For Denmark and Finland, 2-week predictions are expected to increase the cumulative confirmed cases data from 9407 to 10550 and 5179 to 6081, respectively. It has been determined that these values will increase from 29734 to 30482 and from 49517 to 52458, respectively, for Switzerland and Belgium. After 14 days of forecasting, the total cases in Germany, France, UK and Turkey were estimated to be 173378, 137260, 240879 and 143503. Optimistic progress is expected in all countries except the UK. Among the countries studied, the lowest number of cases was observed in Finland during the epidemic, while the highest rate of increase was observed in the UK. It is observed that the model achievements will increase when the number of days in which the outbreak data is diversified and the data collected is increased.

4. Conclusion and suggestions

The limited data on COVID-19 is quite challenging for modeling and prediction. In this study, the data from cumulative confirmed cases in some European countries are modeled using three different approaches. According to the results, it was determined that LSTM approach has much higher success compared to ARIMA and NARNN.

Later on, forward estimations were made with LSTM with high performance. Among the countries studied, the lowest number of cases was observed in Finland during the epidemic, while the highest rate of increase was observed in the UK. According to the 2-week prospective estimation study, in many countries, the total case increase rate is expected to decrease slightly. The study is carried out entirely by considering statistical data and methodologies, the effects of measures taken during the epidemic, compliance with hygiene rules or lockdown are ignored. Nevertheless, the rate of conformity of the developed prediction model with real data is very satisfactory and offers a strong projection for the near future.
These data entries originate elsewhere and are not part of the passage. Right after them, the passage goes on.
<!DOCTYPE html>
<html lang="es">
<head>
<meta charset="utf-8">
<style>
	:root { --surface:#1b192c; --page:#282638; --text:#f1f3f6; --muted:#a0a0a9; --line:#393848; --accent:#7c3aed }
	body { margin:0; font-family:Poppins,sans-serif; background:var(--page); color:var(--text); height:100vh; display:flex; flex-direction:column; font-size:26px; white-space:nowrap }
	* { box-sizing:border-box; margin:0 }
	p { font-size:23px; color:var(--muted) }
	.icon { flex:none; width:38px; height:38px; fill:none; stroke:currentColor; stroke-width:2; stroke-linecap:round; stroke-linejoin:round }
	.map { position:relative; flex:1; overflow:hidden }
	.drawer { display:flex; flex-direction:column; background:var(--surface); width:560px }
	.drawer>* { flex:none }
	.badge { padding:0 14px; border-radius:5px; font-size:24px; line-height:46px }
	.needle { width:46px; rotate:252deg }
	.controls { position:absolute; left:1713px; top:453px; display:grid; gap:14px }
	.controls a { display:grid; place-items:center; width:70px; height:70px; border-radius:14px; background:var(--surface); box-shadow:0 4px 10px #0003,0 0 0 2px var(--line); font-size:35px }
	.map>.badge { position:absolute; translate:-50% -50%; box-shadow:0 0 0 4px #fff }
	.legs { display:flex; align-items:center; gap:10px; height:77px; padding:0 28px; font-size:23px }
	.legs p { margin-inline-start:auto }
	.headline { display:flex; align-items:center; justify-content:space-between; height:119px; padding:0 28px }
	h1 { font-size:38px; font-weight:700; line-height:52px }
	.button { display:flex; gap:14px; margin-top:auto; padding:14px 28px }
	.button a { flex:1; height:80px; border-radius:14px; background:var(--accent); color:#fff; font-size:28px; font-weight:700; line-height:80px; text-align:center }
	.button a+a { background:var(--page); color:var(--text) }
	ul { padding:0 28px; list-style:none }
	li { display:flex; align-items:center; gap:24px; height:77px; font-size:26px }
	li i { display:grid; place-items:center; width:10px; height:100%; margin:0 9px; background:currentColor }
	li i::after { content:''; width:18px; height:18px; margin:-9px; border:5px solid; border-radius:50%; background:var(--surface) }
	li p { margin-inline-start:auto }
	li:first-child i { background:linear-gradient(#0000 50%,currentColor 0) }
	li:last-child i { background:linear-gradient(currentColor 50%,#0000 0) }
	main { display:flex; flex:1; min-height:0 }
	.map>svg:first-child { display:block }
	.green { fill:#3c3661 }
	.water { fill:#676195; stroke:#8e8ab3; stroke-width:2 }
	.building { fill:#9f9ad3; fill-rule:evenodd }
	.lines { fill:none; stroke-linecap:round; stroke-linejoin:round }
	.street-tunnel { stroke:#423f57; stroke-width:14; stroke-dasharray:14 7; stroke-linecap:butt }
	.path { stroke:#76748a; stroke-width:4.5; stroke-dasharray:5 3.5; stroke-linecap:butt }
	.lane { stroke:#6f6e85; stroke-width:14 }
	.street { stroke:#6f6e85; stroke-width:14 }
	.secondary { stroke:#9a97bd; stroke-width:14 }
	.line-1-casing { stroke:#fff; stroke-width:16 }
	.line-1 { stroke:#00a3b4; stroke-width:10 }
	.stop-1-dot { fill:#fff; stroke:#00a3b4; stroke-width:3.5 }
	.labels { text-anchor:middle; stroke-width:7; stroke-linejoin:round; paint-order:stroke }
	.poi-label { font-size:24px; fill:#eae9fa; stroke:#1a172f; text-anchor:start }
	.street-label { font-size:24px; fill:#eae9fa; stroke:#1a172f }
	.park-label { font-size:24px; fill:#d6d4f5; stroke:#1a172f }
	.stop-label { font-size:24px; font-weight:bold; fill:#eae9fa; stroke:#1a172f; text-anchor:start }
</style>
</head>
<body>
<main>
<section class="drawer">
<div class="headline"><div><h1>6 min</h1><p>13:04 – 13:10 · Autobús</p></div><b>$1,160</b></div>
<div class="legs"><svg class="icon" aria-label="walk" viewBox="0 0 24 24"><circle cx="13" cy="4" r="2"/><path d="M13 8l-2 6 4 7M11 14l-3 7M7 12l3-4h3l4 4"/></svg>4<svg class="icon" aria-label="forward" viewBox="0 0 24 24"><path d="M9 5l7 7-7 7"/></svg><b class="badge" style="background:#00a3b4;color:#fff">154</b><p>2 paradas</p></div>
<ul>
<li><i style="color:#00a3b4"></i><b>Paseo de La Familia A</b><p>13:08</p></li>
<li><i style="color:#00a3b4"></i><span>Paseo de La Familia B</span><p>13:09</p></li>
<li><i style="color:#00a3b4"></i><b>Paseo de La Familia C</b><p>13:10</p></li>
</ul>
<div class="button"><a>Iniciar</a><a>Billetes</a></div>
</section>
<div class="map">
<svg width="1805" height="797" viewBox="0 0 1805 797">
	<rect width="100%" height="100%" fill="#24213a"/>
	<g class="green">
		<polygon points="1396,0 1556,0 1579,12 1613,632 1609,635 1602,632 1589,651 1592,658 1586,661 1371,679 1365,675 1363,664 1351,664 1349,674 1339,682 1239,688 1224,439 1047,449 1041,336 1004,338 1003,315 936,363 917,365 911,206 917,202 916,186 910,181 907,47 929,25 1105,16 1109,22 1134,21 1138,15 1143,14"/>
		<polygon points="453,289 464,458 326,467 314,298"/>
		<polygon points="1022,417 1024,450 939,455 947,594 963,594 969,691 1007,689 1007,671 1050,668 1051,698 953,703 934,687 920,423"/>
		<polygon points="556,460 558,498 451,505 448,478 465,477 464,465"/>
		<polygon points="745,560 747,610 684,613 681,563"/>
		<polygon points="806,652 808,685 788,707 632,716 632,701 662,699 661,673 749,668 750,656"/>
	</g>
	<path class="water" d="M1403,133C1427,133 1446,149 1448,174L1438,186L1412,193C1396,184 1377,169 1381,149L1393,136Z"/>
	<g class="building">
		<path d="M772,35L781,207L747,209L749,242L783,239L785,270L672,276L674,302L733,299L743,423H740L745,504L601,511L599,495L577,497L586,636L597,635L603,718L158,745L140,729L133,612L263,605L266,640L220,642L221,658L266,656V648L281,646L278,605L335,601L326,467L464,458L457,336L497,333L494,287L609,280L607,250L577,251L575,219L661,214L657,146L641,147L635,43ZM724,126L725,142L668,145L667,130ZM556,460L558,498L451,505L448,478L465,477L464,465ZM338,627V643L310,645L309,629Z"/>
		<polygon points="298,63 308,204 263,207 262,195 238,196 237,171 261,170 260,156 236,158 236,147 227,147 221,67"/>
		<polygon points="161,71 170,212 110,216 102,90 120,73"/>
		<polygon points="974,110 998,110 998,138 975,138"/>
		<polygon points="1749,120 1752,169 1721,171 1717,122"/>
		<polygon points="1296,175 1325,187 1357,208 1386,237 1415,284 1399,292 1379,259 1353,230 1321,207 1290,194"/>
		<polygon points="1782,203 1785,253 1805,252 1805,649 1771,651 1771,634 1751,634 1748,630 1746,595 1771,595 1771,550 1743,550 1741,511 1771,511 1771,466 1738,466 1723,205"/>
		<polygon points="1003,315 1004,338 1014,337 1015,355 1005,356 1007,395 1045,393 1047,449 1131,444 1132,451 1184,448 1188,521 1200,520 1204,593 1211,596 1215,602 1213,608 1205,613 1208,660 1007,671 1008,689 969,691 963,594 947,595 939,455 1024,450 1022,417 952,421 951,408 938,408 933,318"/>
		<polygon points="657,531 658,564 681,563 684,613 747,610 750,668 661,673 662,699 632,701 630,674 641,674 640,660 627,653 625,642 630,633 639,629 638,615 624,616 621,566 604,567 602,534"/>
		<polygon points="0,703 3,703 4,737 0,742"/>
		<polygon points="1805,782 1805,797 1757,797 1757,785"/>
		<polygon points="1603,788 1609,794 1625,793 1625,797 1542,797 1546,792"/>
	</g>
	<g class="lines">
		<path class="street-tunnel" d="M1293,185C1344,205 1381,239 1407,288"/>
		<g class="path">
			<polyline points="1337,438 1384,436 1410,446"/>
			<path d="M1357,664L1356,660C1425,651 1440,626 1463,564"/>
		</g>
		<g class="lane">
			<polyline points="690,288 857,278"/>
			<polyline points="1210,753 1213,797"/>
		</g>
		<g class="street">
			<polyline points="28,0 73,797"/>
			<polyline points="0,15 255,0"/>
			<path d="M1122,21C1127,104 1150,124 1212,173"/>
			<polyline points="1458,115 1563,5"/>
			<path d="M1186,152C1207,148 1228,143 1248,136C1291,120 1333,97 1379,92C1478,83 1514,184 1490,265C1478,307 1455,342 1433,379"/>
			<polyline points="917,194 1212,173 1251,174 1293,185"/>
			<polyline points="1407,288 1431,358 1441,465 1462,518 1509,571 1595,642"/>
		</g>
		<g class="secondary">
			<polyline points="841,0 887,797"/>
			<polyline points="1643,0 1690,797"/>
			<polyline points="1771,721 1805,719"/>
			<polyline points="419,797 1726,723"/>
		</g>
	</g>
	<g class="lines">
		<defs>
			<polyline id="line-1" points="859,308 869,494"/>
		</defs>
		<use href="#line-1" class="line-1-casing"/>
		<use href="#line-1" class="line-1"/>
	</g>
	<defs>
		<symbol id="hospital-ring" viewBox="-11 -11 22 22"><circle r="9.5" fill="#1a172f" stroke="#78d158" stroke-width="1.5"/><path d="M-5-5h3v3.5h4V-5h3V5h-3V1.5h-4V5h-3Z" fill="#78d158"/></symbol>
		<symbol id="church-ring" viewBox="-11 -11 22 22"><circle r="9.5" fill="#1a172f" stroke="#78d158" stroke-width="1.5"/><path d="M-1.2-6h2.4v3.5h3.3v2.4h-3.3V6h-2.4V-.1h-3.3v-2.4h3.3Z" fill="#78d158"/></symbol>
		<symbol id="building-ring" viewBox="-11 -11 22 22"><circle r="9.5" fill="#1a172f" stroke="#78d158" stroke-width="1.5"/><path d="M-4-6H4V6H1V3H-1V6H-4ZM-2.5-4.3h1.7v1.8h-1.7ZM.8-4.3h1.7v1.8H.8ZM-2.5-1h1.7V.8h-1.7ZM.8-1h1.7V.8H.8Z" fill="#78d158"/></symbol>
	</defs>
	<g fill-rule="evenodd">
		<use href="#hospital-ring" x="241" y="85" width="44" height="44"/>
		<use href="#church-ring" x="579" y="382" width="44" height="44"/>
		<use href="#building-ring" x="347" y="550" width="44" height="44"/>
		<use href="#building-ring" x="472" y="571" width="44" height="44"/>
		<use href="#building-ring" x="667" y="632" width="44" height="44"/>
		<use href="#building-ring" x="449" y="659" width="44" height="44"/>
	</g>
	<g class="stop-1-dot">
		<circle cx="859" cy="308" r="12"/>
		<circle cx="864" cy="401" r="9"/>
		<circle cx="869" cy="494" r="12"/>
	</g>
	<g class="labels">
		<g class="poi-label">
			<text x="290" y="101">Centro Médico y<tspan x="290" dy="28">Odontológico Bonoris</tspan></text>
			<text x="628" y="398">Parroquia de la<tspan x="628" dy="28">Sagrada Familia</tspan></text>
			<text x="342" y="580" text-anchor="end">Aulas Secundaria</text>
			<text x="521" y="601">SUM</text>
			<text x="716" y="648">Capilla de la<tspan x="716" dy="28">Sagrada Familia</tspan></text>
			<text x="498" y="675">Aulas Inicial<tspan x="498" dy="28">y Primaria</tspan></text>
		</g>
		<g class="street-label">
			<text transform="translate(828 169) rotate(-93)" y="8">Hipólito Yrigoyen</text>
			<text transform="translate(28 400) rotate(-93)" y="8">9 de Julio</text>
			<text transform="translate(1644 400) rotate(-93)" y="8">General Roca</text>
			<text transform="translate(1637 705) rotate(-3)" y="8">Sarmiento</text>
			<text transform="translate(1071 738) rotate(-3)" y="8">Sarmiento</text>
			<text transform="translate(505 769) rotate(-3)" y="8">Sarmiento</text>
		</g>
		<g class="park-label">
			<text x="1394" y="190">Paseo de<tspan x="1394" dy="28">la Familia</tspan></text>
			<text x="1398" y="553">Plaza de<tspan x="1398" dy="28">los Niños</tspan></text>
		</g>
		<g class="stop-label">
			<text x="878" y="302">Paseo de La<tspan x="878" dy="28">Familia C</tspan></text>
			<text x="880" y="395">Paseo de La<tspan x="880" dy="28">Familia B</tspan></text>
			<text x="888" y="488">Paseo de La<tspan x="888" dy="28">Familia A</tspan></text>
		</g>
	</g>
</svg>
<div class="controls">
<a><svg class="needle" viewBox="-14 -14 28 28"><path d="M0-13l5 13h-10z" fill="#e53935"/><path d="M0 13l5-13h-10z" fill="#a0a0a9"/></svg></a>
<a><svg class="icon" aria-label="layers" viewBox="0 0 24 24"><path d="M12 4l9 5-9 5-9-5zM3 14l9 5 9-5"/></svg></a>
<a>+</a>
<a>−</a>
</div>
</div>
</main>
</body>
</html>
However, it is too early to draw a definitive conclusion due to the differences in available data, human behavior and measures taken on a country basis. It is observed that the model achievements will increase when the number of days in which the outbreak data is diversified and the data collected is increased.

Declaration of Competing Interest

The authors declare that they have no known competing financial interests or personal relationships that could have appeared to influence the work reported in this paper.